» **PROVIDED DATA**:
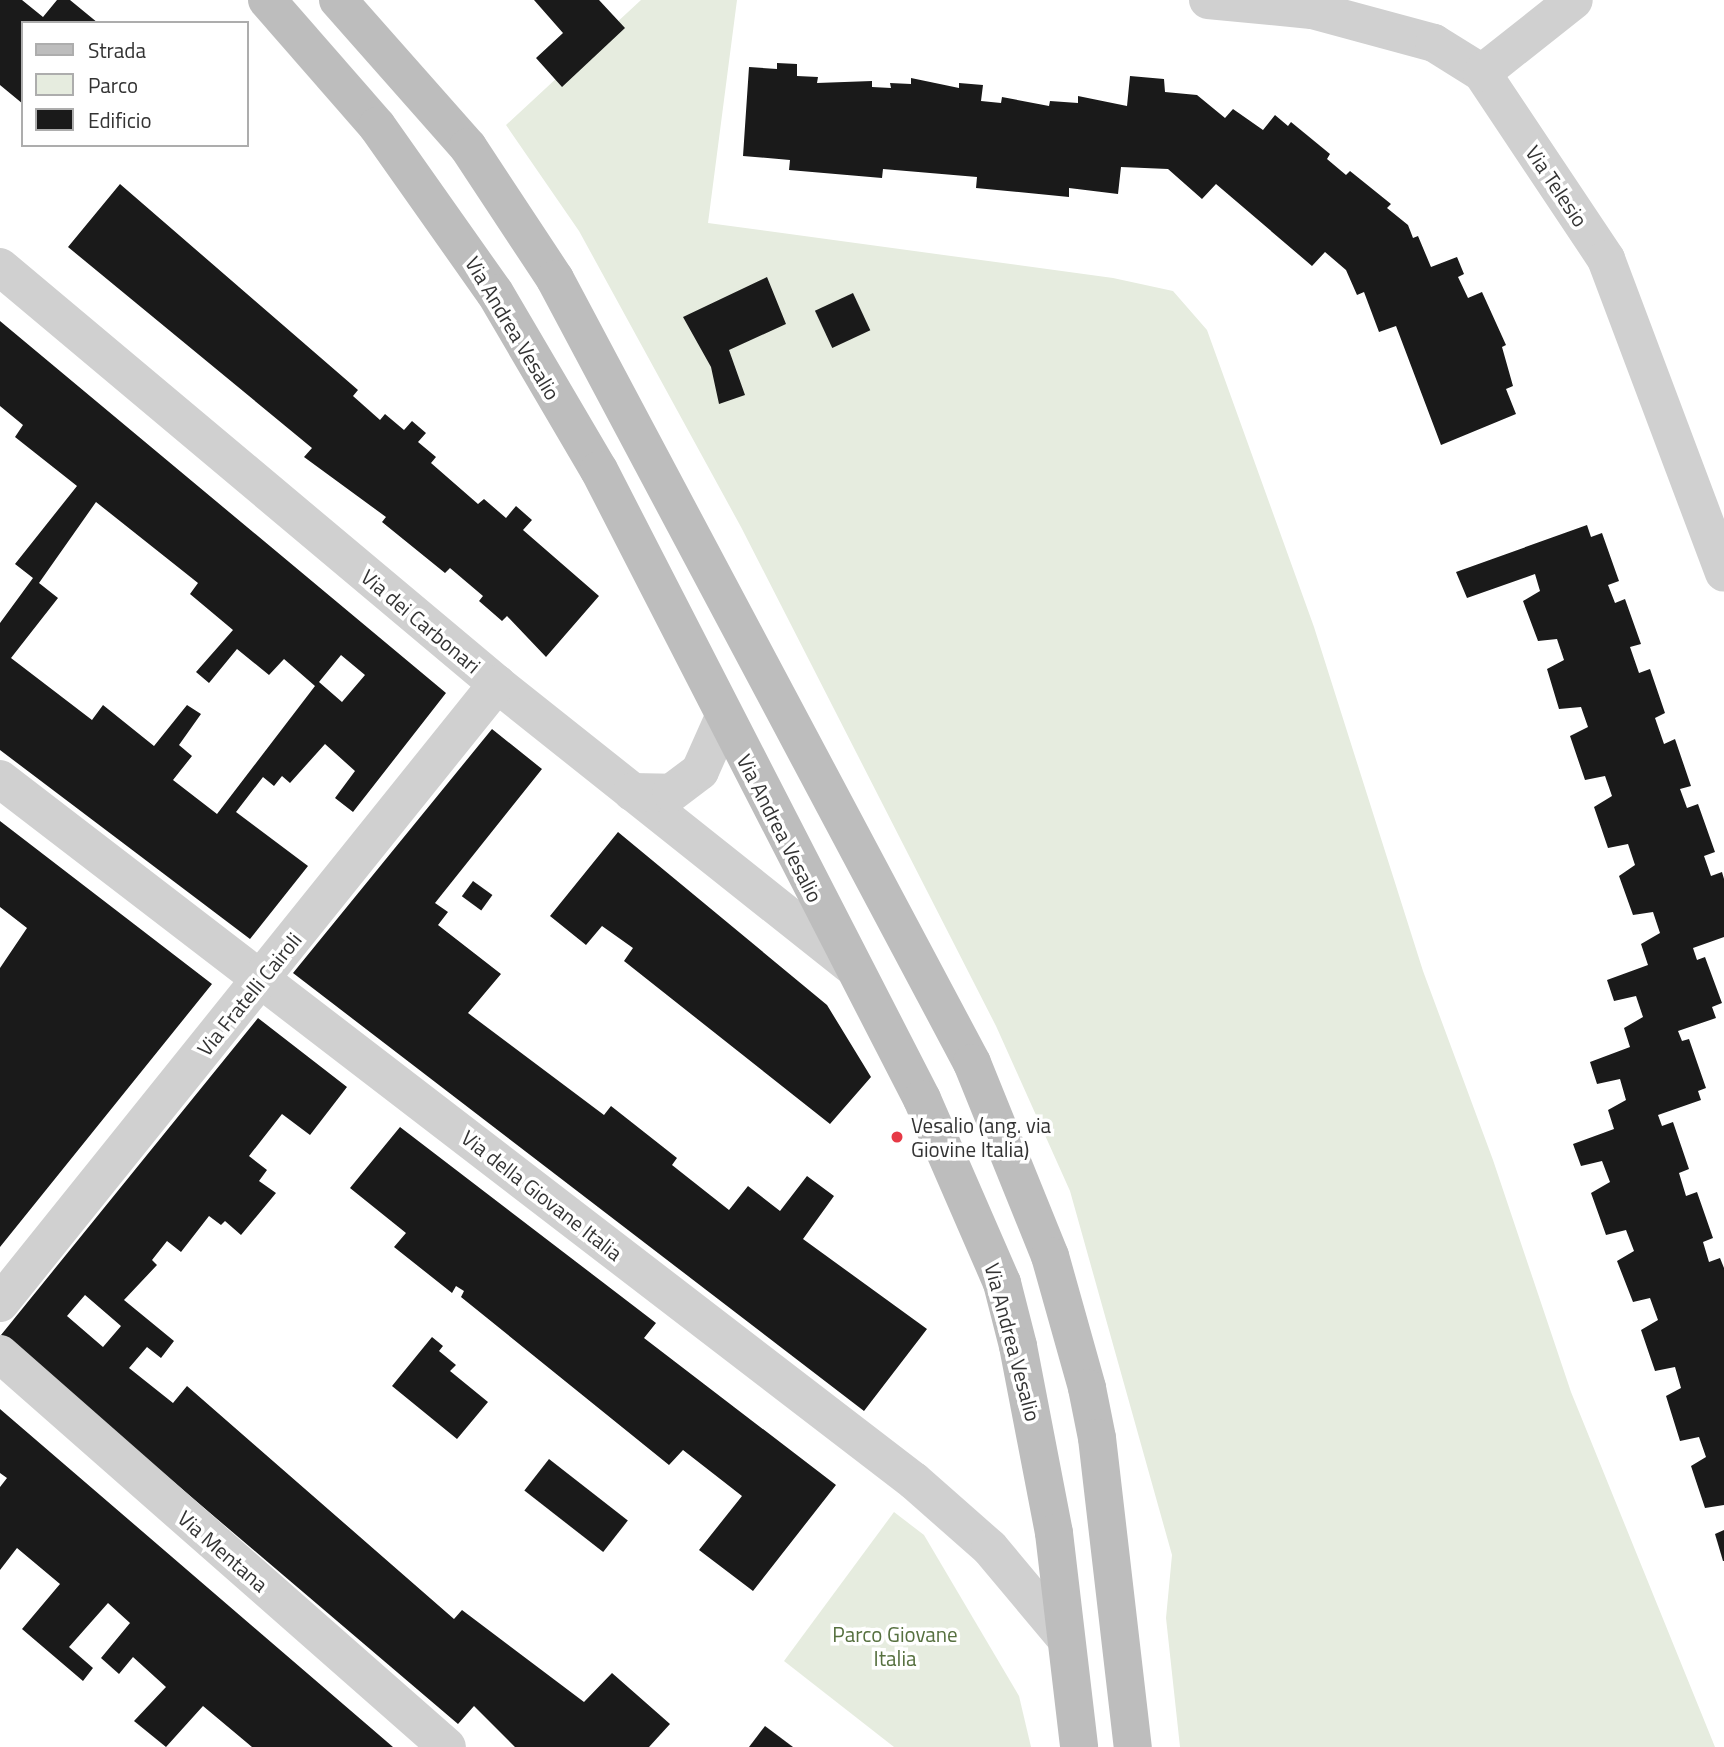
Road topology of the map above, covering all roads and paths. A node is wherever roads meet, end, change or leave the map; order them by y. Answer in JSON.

--

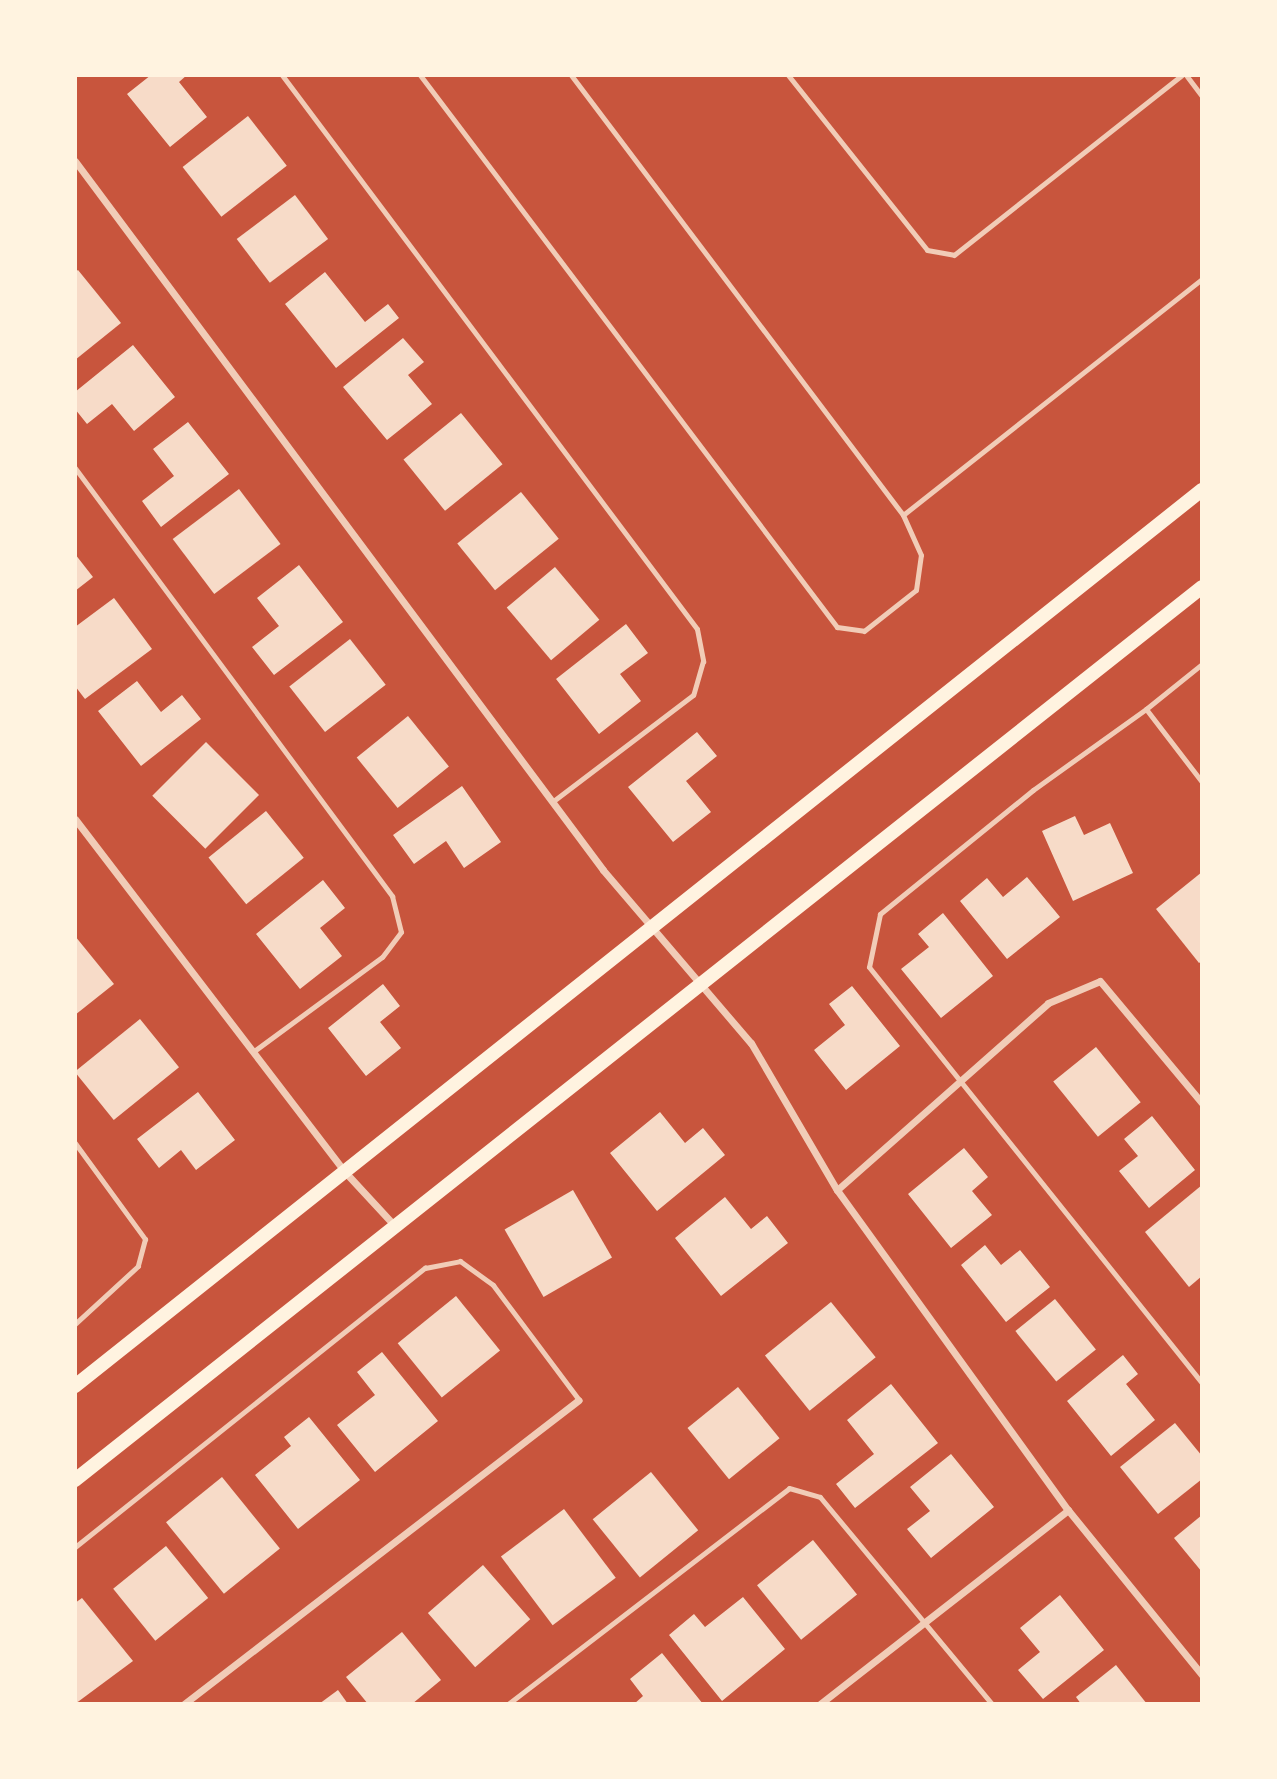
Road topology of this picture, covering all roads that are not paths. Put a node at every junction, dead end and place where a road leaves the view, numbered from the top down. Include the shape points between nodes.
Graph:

...

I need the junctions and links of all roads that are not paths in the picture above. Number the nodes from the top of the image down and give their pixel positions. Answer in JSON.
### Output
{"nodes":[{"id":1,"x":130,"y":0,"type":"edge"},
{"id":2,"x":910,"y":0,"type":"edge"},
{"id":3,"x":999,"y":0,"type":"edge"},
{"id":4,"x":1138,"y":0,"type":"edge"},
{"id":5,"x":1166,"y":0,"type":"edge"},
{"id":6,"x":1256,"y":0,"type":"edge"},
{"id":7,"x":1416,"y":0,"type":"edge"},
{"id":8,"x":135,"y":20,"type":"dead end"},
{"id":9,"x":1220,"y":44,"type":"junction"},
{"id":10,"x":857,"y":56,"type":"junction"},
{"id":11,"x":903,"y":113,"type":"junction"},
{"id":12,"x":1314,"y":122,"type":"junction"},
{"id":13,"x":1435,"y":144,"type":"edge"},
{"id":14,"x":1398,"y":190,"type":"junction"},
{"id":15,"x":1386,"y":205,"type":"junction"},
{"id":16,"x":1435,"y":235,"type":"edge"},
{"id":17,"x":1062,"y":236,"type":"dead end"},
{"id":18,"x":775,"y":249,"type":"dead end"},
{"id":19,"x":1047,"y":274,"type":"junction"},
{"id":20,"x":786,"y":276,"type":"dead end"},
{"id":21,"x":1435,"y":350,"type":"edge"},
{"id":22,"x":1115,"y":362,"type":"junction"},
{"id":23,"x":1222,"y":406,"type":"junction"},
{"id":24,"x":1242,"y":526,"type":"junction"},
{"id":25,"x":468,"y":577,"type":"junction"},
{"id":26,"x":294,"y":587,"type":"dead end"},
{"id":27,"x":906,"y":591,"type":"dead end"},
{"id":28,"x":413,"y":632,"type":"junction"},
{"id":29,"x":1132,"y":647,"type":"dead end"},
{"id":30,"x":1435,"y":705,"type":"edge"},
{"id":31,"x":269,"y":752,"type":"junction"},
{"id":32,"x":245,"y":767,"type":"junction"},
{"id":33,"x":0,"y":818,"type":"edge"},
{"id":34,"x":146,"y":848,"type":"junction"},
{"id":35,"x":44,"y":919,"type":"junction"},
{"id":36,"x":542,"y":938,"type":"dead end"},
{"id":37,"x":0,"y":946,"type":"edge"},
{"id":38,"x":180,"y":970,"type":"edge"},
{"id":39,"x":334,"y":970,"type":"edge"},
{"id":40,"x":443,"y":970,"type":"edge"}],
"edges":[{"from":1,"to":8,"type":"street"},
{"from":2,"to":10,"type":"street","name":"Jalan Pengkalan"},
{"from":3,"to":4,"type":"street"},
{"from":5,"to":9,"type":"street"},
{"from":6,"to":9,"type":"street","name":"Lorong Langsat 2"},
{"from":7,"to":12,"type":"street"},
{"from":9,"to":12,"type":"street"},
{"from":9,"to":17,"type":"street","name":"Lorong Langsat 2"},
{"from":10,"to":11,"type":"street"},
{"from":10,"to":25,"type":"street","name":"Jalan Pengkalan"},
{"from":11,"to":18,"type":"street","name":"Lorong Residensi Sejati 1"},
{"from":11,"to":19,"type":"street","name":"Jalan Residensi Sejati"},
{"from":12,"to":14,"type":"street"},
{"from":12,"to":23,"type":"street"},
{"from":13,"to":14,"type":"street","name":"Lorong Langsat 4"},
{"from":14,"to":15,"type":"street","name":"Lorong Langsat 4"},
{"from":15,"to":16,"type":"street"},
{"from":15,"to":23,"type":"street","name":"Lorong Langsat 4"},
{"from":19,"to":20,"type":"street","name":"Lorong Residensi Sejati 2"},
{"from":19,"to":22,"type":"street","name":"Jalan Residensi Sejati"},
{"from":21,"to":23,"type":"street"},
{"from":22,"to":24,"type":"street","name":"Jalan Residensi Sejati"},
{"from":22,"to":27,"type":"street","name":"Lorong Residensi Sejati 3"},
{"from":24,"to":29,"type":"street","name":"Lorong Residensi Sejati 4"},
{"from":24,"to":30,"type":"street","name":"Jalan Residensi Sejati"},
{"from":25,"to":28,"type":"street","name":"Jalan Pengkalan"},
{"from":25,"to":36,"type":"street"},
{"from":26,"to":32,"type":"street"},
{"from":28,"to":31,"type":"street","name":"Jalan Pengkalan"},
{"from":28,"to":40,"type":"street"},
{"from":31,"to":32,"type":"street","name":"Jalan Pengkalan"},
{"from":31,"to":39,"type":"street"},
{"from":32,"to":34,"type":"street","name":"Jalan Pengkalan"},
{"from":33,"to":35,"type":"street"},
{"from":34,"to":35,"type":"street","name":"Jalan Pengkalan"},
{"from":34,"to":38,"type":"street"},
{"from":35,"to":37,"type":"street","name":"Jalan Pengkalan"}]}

» **BRIEF**: Show every line of the entries above where the word "paths" occurs.

» **SOLUTION TO THE EXERCISE**:
Road topology of the map above, covering all roads and paths. A node is wherever roads meet, end, change or leave the map; order them by y. Answer in JSON.
Road topology of this picture, covering all roads that are not paths. Put a node at every junction, dead end and place where a road leaves the view, numbered from the top down. Include the shape points between nodes.
I need the junctions and links of all roads that are not paths in the picture above. Number the nodes from the top of the image down and give their pixel positions. Answer in JSON.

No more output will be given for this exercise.